Frequently Asked Questions
What is point of sale authorization in simple terms?
Point of sale authorization is the approval step where the payment network confirms that a customer's card or wallet has sufficient funds and is not blocked, before the sale completes. It happens in seconds between the terminal, the acquiring bank and the card issuer. It is distinct from POS authentication, which verifies the cashier or manager operating the terminal. Both matter for security, but they protect different things: authorization protects the transaction, authentication protects the till.
What are the biggest POS security risks in 2026?
The top risks remain operational rather than exotic: terminals running unpatched or end-of-life operating systems, shared cashier passwords that never rotate, RAM-scraping malware that reads card data in memory, phishing of store managers with admin rights, and counterfeit payment devices swapped onto the counter. According to Verizon's 2025 Data Breach Investigations Report, stolen credentials remain involved in a large share of breaches across industries — which is why passwordless sign-in at the terminal closes one of the biggest gaps.
How is POS authorization different from POS authentication?
Authorization asks the card network whether a payment can go through. Authentication asks whether the person at the terminal is a legitimate cashier, supervisor or manager. A POS system needs both: strong authentication keeps unauthorized staff out of refunds, void functions and back-office settings, while authorization keeps fraudulent payments from clearing. Confusing the two is common — and dangerous, because a terminal with bulletproof payment authorization can still be abused by anyone who knows the shared password.

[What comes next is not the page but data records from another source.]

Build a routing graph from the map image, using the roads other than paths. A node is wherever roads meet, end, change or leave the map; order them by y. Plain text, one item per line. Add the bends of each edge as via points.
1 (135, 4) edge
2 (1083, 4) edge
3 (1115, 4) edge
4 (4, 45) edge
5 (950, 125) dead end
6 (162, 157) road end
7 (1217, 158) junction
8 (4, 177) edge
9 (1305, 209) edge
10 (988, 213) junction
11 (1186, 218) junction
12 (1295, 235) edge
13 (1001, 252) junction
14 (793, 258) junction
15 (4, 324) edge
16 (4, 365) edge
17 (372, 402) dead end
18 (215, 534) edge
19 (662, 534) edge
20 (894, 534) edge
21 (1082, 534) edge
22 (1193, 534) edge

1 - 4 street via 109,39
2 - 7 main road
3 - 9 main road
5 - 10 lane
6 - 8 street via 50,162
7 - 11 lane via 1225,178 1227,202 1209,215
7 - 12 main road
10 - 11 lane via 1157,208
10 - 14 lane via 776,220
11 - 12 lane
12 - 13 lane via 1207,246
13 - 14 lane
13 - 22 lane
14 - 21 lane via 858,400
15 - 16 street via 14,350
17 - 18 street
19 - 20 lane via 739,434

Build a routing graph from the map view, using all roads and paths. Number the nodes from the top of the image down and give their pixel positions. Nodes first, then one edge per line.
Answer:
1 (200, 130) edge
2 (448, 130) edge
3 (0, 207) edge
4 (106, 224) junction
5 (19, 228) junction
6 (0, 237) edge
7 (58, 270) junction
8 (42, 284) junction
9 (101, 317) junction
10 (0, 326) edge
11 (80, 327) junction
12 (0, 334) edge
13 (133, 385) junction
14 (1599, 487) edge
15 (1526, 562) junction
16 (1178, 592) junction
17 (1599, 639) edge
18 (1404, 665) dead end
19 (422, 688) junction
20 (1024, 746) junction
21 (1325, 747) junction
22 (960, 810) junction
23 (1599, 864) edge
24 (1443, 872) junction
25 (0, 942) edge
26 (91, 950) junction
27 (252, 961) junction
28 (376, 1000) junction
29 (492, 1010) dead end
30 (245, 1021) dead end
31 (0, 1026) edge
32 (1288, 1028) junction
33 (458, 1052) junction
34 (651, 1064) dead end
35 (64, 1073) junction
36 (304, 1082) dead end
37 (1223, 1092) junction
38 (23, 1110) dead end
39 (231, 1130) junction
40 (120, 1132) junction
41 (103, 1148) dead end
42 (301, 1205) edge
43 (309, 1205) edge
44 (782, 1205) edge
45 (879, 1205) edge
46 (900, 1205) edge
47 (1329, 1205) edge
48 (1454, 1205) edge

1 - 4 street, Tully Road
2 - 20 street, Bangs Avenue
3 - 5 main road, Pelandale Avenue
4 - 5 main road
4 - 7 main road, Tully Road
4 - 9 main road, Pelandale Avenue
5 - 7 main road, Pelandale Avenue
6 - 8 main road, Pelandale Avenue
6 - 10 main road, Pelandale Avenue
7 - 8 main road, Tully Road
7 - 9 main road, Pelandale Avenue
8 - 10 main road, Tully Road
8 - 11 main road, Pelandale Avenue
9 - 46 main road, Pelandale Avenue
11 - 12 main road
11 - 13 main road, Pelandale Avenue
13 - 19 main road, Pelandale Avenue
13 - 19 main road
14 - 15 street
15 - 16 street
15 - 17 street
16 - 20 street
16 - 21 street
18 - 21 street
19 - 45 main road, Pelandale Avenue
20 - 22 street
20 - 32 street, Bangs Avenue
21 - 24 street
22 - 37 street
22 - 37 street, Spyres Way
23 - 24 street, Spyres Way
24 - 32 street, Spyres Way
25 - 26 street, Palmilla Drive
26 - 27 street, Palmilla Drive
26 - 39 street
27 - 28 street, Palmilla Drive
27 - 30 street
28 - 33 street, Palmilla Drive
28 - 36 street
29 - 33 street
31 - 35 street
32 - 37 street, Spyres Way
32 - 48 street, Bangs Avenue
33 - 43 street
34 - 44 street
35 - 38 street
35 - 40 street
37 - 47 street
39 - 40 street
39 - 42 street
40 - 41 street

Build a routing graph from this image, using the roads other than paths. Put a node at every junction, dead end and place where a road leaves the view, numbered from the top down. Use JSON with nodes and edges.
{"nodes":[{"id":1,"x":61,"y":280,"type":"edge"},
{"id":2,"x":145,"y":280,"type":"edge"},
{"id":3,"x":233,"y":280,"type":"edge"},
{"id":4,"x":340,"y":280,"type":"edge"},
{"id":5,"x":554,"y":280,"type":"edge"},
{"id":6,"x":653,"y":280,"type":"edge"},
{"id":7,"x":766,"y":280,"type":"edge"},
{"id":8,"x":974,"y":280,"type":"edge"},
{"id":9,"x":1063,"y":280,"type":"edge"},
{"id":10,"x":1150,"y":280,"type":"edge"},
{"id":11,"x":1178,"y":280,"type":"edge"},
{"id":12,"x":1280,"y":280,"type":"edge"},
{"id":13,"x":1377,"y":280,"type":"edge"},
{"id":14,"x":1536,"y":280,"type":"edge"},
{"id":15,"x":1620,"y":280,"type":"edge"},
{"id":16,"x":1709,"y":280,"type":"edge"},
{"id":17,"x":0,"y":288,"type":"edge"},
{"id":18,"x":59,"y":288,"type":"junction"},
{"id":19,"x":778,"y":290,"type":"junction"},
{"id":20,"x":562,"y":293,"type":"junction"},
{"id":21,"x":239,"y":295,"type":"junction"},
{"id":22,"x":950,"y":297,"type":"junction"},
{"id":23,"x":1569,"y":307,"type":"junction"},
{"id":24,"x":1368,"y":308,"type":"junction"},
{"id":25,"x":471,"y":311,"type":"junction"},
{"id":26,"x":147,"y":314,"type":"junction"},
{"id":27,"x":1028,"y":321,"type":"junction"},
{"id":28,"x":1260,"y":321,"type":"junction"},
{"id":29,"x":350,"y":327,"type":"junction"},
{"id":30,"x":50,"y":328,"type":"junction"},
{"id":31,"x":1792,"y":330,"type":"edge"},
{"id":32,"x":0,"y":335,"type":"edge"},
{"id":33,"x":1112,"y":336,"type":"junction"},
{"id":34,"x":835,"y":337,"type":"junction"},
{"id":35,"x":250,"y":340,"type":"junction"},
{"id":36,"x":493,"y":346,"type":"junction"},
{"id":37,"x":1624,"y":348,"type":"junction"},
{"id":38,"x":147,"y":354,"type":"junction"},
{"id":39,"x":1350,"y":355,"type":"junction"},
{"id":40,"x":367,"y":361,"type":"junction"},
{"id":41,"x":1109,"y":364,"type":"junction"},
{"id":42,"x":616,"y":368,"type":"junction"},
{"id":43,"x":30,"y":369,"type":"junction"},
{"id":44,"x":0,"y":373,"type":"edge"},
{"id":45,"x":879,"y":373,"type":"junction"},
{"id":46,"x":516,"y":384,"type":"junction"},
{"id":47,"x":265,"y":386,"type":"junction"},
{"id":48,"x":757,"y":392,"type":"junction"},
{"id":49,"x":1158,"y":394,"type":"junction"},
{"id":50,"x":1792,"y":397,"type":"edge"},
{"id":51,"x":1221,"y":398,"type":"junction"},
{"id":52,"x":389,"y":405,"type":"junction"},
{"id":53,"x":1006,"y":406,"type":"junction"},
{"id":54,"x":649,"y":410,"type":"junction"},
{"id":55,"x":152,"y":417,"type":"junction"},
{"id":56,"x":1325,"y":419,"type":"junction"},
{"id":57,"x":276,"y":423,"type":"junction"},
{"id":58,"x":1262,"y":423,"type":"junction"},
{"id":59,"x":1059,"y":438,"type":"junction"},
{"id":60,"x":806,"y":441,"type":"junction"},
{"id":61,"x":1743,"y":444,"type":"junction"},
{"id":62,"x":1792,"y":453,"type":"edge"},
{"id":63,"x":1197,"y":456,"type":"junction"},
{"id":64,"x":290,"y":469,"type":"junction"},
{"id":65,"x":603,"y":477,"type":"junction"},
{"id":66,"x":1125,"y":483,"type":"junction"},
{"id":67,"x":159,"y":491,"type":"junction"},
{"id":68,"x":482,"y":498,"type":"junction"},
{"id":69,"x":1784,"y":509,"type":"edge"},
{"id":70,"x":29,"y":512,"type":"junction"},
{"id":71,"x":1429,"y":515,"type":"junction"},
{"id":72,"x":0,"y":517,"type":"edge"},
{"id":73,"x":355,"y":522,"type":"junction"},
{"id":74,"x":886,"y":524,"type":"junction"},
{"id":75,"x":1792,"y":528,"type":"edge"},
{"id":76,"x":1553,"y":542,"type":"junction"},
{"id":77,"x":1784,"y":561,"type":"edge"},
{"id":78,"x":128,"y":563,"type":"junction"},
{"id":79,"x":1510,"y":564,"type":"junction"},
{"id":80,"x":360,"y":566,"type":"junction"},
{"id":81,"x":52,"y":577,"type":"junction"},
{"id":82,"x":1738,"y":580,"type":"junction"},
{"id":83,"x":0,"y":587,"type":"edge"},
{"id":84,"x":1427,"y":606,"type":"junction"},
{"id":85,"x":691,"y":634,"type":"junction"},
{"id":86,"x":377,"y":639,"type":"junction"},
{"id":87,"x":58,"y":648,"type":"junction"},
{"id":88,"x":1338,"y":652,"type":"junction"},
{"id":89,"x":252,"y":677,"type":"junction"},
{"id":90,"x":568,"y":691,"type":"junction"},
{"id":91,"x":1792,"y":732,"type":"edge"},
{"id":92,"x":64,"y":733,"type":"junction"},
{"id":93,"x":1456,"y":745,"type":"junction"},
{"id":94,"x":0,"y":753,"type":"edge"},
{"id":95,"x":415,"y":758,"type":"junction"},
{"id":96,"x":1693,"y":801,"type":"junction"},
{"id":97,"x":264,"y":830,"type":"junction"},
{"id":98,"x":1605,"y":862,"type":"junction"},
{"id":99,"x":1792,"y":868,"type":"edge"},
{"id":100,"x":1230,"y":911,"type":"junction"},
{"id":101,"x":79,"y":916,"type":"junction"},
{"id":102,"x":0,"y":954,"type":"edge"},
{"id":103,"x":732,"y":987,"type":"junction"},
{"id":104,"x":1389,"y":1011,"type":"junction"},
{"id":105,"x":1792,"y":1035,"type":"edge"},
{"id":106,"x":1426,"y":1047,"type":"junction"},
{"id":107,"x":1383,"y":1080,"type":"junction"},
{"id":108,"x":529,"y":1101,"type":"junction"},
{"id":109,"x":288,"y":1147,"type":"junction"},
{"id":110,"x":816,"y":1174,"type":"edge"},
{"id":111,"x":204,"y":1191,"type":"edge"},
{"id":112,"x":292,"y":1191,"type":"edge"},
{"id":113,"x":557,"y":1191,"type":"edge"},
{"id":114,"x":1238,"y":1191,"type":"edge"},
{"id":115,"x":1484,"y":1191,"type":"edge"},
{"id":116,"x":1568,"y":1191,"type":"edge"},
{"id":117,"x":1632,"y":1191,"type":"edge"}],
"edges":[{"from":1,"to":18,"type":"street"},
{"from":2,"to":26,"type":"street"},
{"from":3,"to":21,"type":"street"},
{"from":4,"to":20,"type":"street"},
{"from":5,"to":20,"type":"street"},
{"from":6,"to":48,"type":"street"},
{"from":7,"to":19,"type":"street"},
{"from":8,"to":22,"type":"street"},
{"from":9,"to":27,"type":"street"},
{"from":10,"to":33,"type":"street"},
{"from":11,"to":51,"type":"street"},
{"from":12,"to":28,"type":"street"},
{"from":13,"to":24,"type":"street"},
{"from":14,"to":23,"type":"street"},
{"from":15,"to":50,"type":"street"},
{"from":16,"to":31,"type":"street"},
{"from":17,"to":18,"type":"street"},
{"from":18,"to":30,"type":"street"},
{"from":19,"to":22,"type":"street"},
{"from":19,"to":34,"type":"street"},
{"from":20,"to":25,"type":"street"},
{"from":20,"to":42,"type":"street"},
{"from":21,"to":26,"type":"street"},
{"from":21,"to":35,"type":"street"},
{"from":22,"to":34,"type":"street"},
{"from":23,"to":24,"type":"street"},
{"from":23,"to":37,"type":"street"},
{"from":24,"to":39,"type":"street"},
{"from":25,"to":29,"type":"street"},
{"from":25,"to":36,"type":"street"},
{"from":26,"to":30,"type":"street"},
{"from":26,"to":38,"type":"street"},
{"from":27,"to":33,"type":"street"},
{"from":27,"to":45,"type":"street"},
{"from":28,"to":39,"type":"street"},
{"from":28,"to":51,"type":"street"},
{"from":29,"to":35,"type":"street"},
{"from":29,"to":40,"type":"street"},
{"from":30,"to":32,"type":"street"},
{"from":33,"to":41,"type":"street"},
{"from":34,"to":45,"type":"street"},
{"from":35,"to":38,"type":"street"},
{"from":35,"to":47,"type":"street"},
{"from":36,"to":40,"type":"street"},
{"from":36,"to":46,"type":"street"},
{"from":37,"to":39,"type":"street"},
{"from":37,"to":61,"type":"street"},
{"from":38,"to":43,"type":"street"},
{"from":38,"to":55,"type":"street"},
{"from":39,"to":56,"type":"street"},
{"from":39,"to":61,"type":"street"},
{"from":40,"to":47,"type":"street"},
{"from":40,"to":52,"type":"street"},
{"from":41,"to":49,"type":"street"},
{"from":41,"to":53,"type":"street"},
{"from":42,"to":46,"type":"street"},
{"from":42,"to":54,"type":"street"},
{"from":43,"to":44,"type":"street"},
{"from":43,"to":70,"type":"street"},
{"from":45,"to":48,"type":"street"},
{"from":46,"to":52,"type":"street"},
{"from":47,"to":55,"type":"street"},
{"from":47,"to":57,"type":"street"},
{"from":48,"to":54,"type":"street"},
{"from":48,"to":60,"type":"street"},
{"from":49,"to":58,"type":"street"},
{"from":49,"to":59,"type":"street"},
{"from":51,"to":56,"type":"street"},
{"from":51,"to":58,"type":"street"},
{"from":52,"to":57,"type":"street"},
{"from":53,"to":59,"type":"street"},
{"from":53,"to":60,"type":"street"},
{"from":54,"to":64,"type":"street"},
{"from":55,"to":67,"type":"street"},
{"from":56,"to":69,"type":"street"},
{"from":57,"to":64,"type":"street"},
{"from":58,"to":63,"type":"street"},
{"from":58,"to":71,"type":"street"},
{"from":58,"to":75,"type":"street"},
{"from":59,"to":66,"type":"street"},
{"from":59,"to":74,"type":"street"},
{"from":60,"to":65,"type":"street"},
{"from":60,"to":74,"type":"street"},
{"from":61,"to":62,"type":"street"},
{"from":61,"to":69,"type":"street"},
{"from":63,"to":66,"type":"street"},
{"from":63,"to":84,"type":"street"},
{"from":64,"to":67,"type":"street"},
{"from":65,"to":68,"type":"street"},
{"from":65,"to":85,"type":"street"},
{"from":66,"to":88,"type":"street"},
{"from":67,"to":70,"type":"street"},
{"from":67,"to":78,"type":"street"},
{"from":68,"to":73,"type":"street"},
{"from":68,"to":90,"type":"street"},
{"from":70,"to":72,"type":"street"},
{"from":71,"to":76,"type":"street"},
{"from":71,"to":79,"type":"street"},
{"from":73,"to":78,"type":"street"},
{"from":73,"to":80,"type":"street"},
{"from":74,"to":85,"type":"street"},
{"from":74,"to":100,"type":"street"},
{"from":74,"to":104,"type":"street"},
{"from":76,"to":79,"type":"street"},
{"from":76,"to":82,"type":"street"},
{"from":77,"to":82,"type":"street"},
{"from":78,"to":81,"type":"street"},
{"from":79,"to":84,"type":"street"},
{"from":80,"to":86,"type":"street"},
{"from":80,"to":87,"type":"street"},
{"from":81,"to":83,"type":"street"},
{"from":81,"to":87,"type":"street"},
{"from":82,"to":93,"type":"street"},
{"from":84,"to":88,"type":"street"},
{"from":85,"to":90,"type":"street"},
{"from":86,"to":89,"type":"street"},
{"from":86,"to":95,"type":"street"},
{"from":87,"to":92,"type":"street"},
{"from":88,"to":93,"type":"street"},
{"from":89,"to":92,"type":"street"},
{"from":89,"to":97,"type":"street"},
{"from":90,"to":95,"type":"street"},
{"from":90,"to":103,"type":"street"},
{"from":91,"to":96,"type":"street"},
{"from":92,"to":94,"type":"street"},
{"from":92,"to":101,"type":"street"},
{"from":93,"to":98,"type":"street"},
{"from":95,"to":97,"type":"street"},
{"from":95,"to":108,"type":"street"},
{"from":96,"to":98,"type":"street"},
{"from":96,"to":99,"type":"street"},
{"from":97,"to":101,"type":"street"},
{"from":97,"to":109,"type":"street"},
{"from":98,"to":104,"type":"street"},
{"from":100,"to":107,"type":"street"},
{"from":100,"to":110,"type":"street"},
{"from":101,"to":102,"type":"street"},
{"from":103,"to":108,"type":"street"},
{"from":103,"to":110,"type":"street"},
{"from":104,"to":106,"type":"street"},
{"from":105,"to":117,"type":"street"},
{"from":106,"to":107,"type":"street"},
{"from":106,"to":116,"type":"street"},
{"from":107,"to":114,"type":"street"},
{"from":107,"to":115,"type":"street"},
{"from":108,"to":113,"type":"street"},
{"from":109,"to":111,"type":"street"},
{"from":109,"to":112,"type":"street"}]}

Can passwordless authentication work on shared POS terminals?
Yes — and shared terminals are where passwordless pays off most. The challenge with shared workstations is that traditional MFA assumes one user per device. FIDO2 with proximity or tap-based switching solves this: each cashier carries a phone or small key that identifies them, and the terminal switches user context in under a second. Hideez Workforce Identity is built around this pattern, with Tap&Go switching and proximity auto-lock that fit retail counters, warehouses and quick-service environments without slowing the queue.
Does POS passwordless sign-in work offline?
It can, depending on the architecture. FIDO2 credentials are validated locally on the device, so the cryptographic check at sign-in does not require an internet round-trip. What needs connectivity is policy lookup and audit logging. A POS authentication platform that caches policy and queues logs — like Hideez — lets cashiers keep signing in during a network outage, then syncs evidence back when the link returns. That matters because retail stores lose internet more often than head office IT plans for.
Is FIDO2 POS authentication PCI DSS compliant?
FIDO2 is well aligned with PCI DSS 4.0 requirements's expanded MFA requirements for access to the cardholder data environment, including for administrative and remote access. The standard delivers phishing-resistant, multi-factor authentication out of the box, and platforms like Hideez Workforce Identity log every sign-in event for the audit trail PCI assessors look for. Hideez itself is a FIDO Alliance certified member and ISO 27001 certified; it helps meet PCI requirements rather than being certified to PCI directly.
Point of sale authorization sits at the intersection of payments and identity. The card-network side has matured over decades; the identity side — who is actually at the terminal — is where most retailers still carry risk. Shared passwords, unlocked screens and unpatched operating systems do more damage than exotic attacks. The fix is not heroic: stronger cashier authentication, automatic lock when the user walks away, and an audit trail per transaction. Passwordless FIDO2 with proximity makes that practical on real store counters, not just in pilots.